Appeal
from district court, Gallatin county; F. K. Armstrong, Judge.
W. L
Evans was convicted of forgery, and from an order sustaining
a motion in arrest of judgment the state appeals. Affirmed.
This is
an appeal by the state from an order of the district court
arresting judgment in a case where the defendant had been
found guilty under an information charging him with forgery.
The motion in arrest of judgment was made upon the two
statutory grounds (1) that the information does not state
facts sufficient to constitute a crime of forgery, and (2)
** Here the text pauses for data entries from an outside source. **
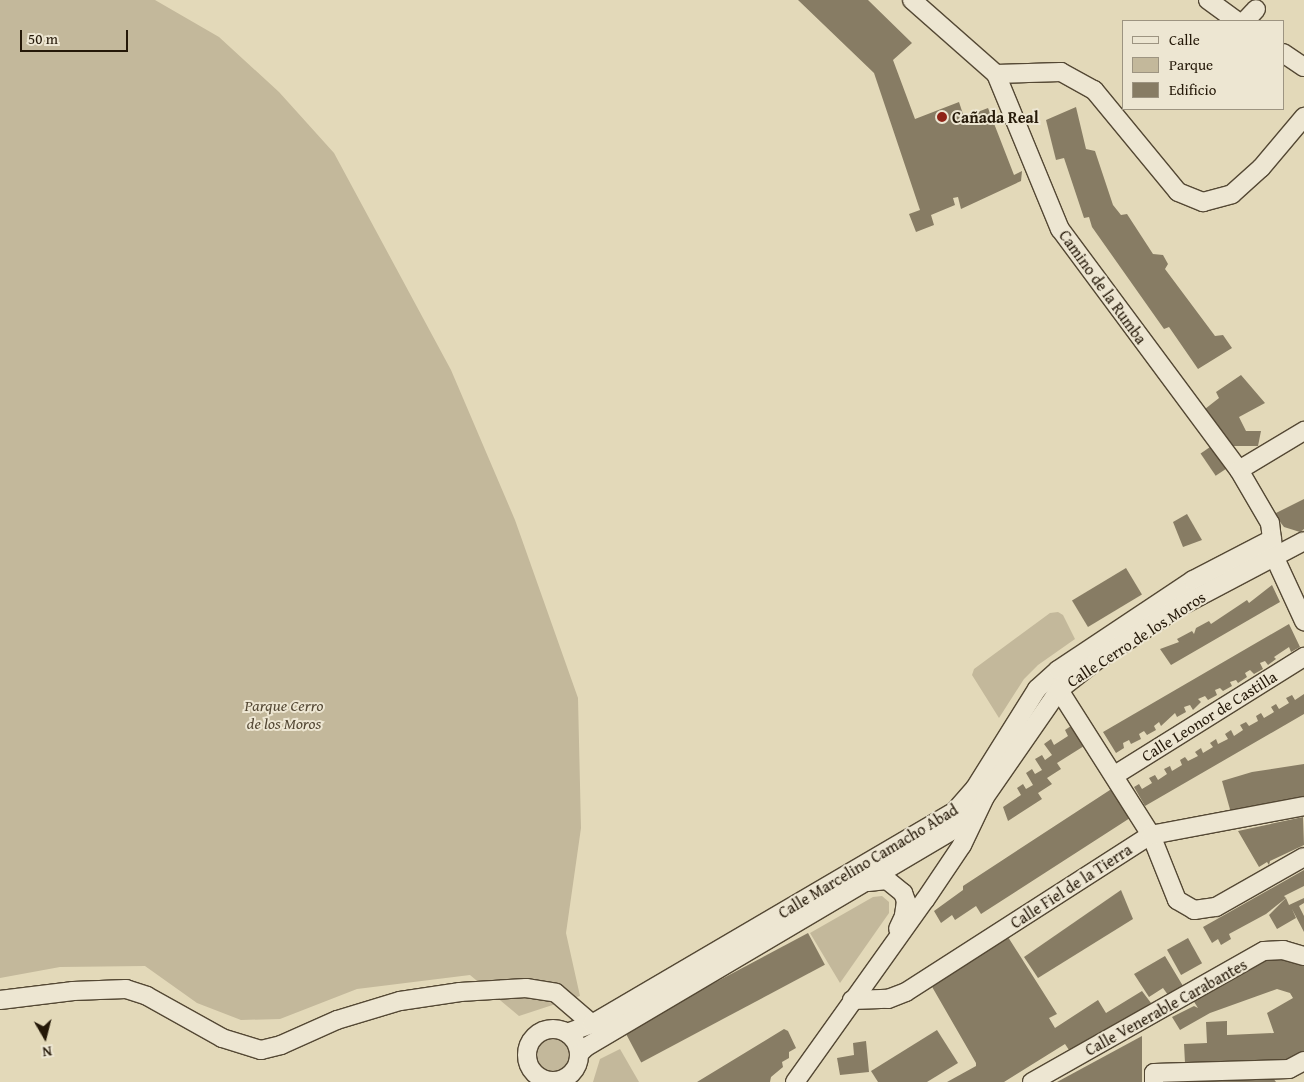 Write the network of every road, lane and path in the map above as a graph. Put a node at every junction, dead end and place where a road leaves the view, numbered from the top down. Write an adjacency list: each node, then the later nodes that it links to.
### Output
1 (912, 0): 6 (street, Camino de la Rumba)
2 (1208, 0): 3 (street)
3 (1236, 20)
4 (1284, 54): 5 (street)
5 (1304, 67)
6 (996, 74): 7 (street); 9 (street, Camino de la Rumba)
7 (1304, 117)
8 (1304, 431): 9 (street)
9 (1239, 470): 11 (street, Camino de la Rumba)
10 (1304, 541): 11 (street)
11 (1273, 547): 12 (street, Camino de la Rumba); 14 (street, Calle Cerro de los Moros); 25 (street, Calle Marcelino Camacho Abad)
12 (1304, 621)
13 (1304, 658): 15 (street, Calle Leonor de Castilla)
14 (1059, 690): 15 (street); 16 (street, Calle Cerro de los Moros)
15 (1115, 775): 18 (street)
16 (986, 797): 20 (street, Calle Marcelino Camacho Abad); 21 (street, Calle Cerro de los Moros)
17 (1304, 806): 18 (street, Calle Fiel de la Tierra)
18 (1151, 835): 19 (street); 24 (street, Calle Fiel de la Tierra)
19 (1304, 857)
20 (857, 885): 21 (street, Calle Cerro de los Moros); 27 (street, Calle Marcelino Camacho Abad)
21 (890, 948): 24 (street, Calle Cerro de los Moros)
22 (1304, 956): 33 (street, Calle Venerable Carabantes)
23 (0, 1000): 25 (street)
24 (852, 1000): 32 (street, Calle Cerro de los Moros)
25 (592, 1024): 26 (street, Calle Marcelino Camacho Abad)
26 (567, 1033): 27 (street); 31 (street)
27 (579, 1054): 30 (street)
28 (1294, 1071): 29 (street)
29 (1154, 1077)
30 (569, 1079): 31 (street)
31 (546, 1081)
32 (795, 1082)
33 (1032, 1082) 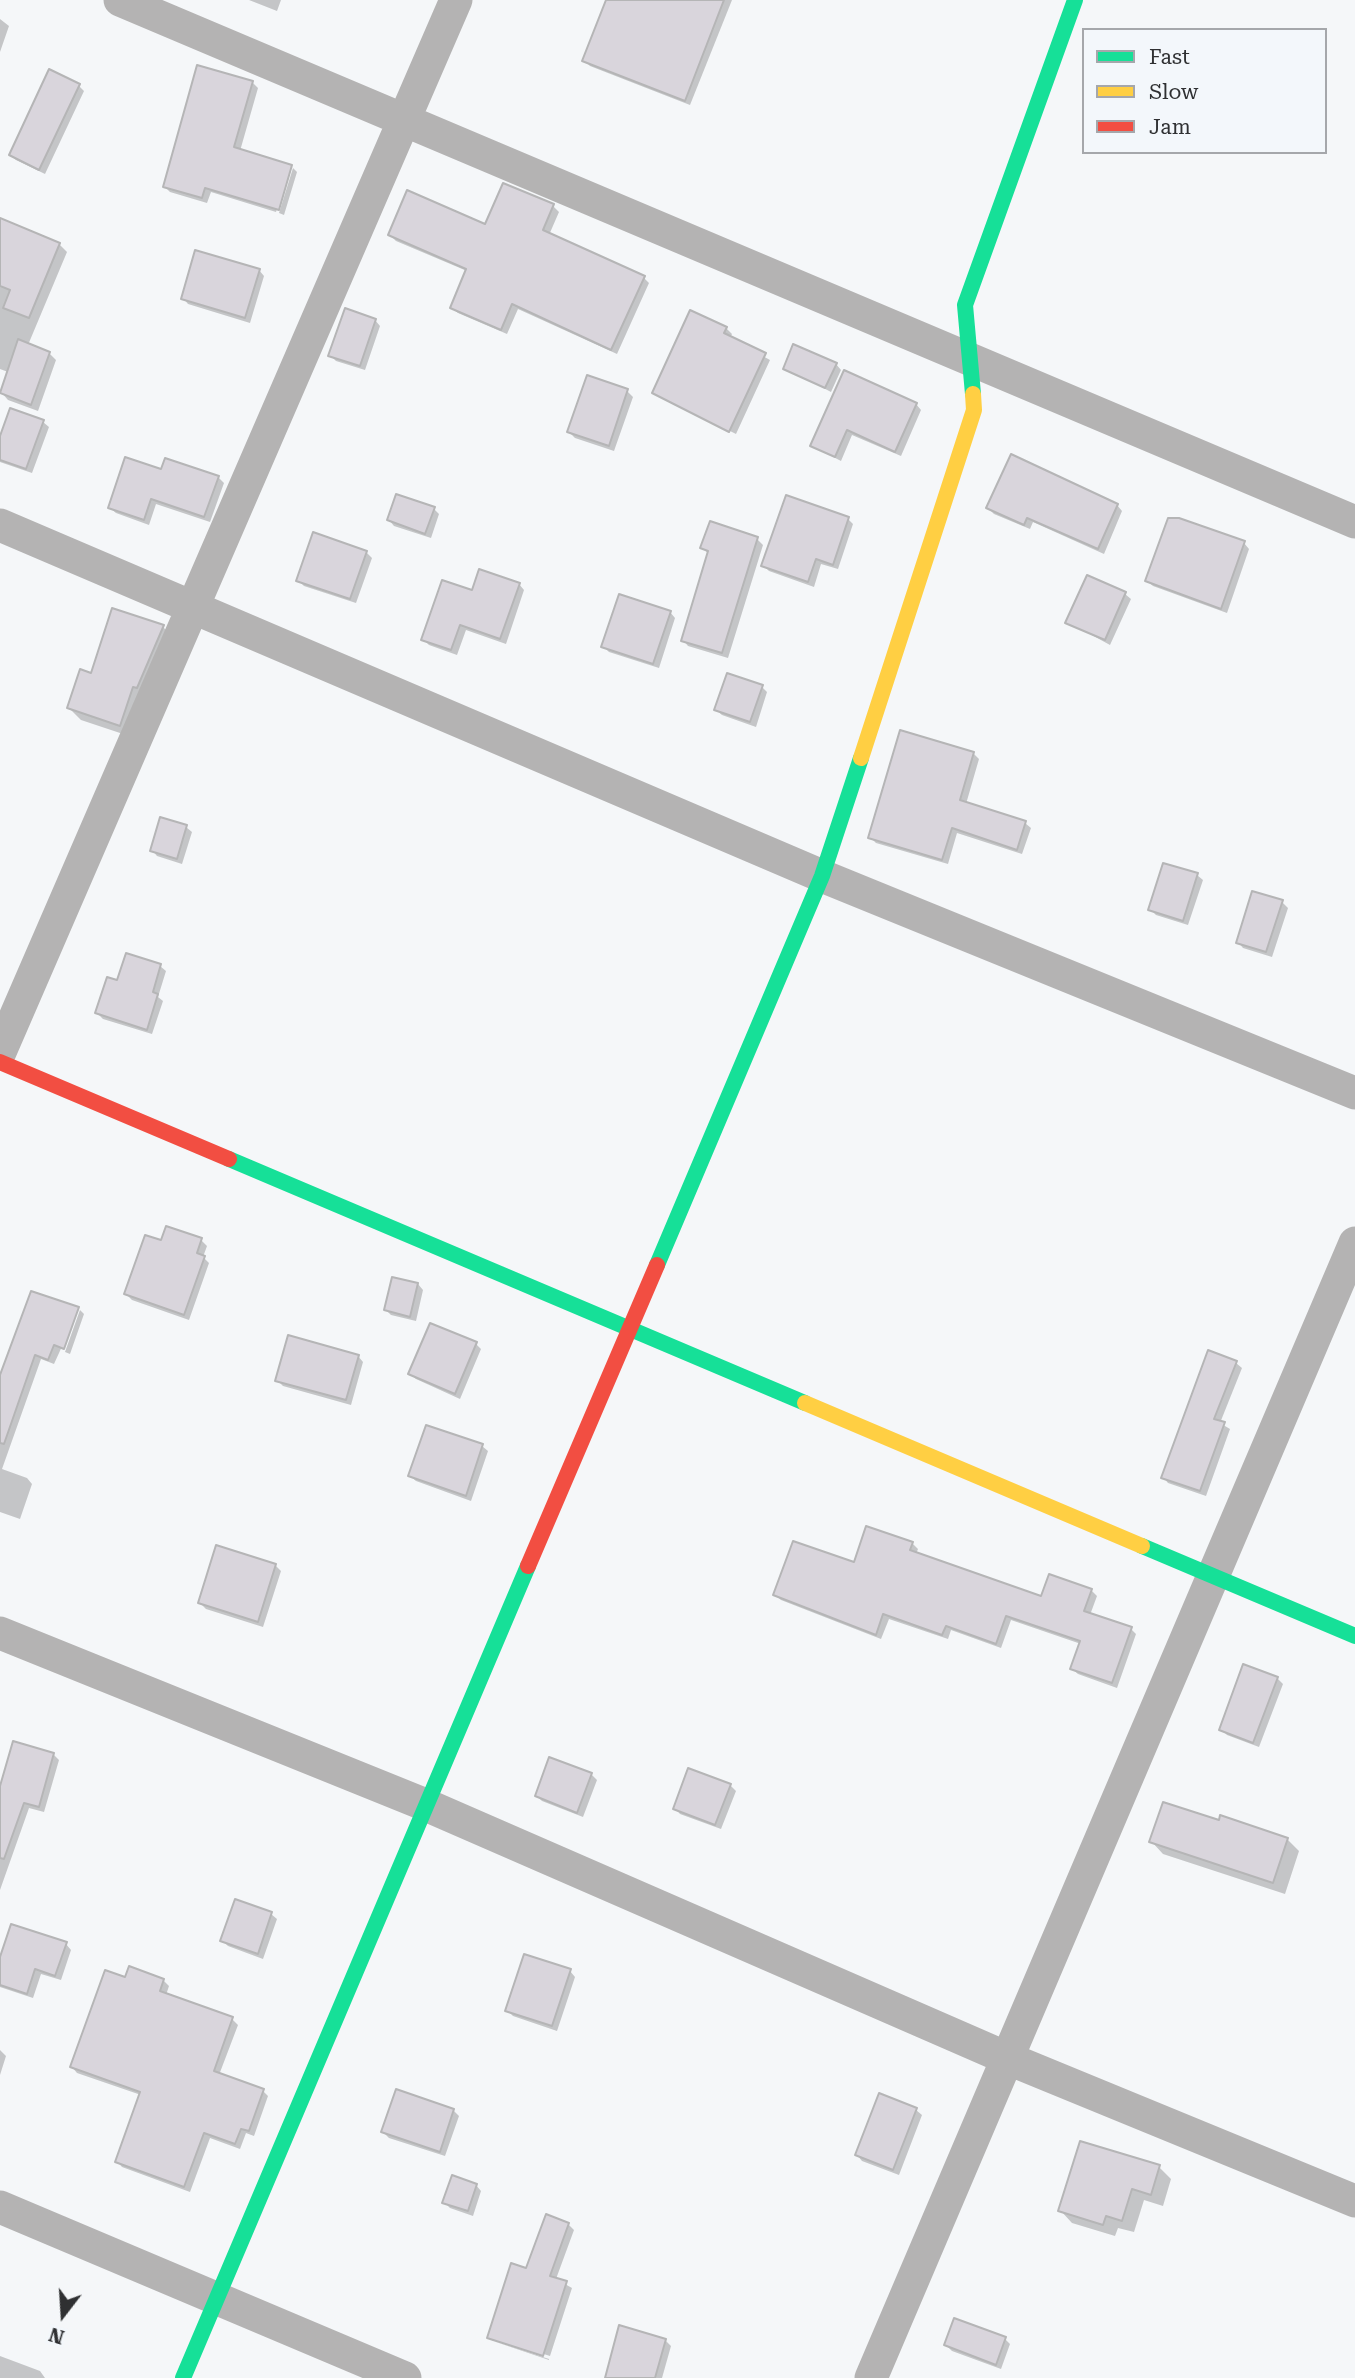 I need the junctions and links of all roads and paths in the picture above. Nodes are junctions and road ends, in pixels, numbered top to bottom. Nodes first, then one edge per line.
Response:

that the court had no jurisdiction of the action. The
charging part of the information was: "That the
above-named W. L. Evans is guilty of the crime of forgery
committed as follows, that is to say: That the said W. L
Evans, late of said county and state, on Tuesday, the 25th
day of December, 1894, at the county of Gallatin, and state
of Montana, then and there a certain false, forged, and
counterfeited writing on paper, of the tenor following
'Bozeman, December 25, '94. Schumacher, Esq.: Please
pay to the order of W. L. Evans the amt. of twenty dollars
($20.00), and charge to him at my office. Johnson & McCarthy,'--did falsely, feloniously, and designedly
utter and pass as true and genuine; he, the said W. L. Evans
at the same time well knowing the said writing on paper to be
false, forged, and counterfeit, with intent, then and there,
one William Guy to prejudice and defraud."
H. J.
Haskell, Ella L. Knowles, and W. L. Holloway, for the State.
DE
WITT, J. (after stating the facts).
This
information is drawn under a statute similar to that which
was in existence in California when the Case of Ah Woo, 28
Cal. 206, was decided. See, also, State v. Malish (this term)
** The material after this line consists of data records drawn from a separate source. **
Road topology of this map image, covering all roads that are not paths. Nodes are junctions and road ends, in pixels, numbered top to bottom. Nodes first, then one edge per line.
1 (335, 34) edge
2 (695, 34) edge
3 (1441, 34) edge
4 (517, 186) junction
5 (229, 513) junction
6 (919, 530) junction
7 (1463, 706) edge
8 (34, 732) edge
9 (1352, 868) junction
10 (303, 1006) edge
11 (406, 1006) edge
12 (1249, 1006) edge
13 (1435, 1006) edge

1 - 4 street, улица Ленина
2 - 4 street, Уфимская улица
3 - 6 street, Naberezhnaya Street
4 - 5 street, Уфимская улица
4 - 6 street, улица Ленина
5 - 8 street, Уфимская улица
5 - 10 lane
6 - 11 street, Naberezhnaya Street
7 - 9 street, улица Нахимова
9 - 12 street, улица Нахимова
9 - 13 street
39 P. 739. An information charging forgery by the uttering,
etc., as does this one, is proper, for the uttering is, under
our statute (section 96, Cr. P. Act), one method by which
forgery may be committed. See cases last cited. This question
of criminal pleading was not considered in State v.
Hudson, 13 Mont. 112, 32 P. 413, the case being decided
on the question of jurisdiction only. See State v. Malish
(this term) 39 P. 739. The ground upon which the motion in
arrest of judgment was granted seems to be that the alleged
forged instrument concluded with the words: "And charge
to him at my office. Johnson & McCarthy." Counsel for
the respondent argue that this writing is invalid on its
face, in that, if it were used as genuine, it could not do
any damage to the alleged signers of the same, namely,
Johnson & McCarthy, for the reason that it requested
Schumacher to charge the $20 to Evans, instead of requesting
him to charge it to Johnson & McCarthy. We are of opinion
that the motion in arrest of judgment was properly granted.
Mr
Bishop says, in his work on Criminal Law (volume 2, § 506),
as follows: "When the writing is invalid on its face, it
cannot be the subject of forgery, because it has no legal
tendency to effect a fraud." Section 511 of the same
work states as follows: "Therefore the general doctrine
is that the invalidity of an instrument must appear on its
face, if the defendant would avail himself of this defect on
a charge of forgery. In still other words, the forged
instrument, to be the foundation for an indictment, must
appear on its face to be good and valid for the purpose for
which it was created. It must be, in another aspect, such
that, if it were genuine, it would be evidence of the fact it
sets out." We find it stated in People v.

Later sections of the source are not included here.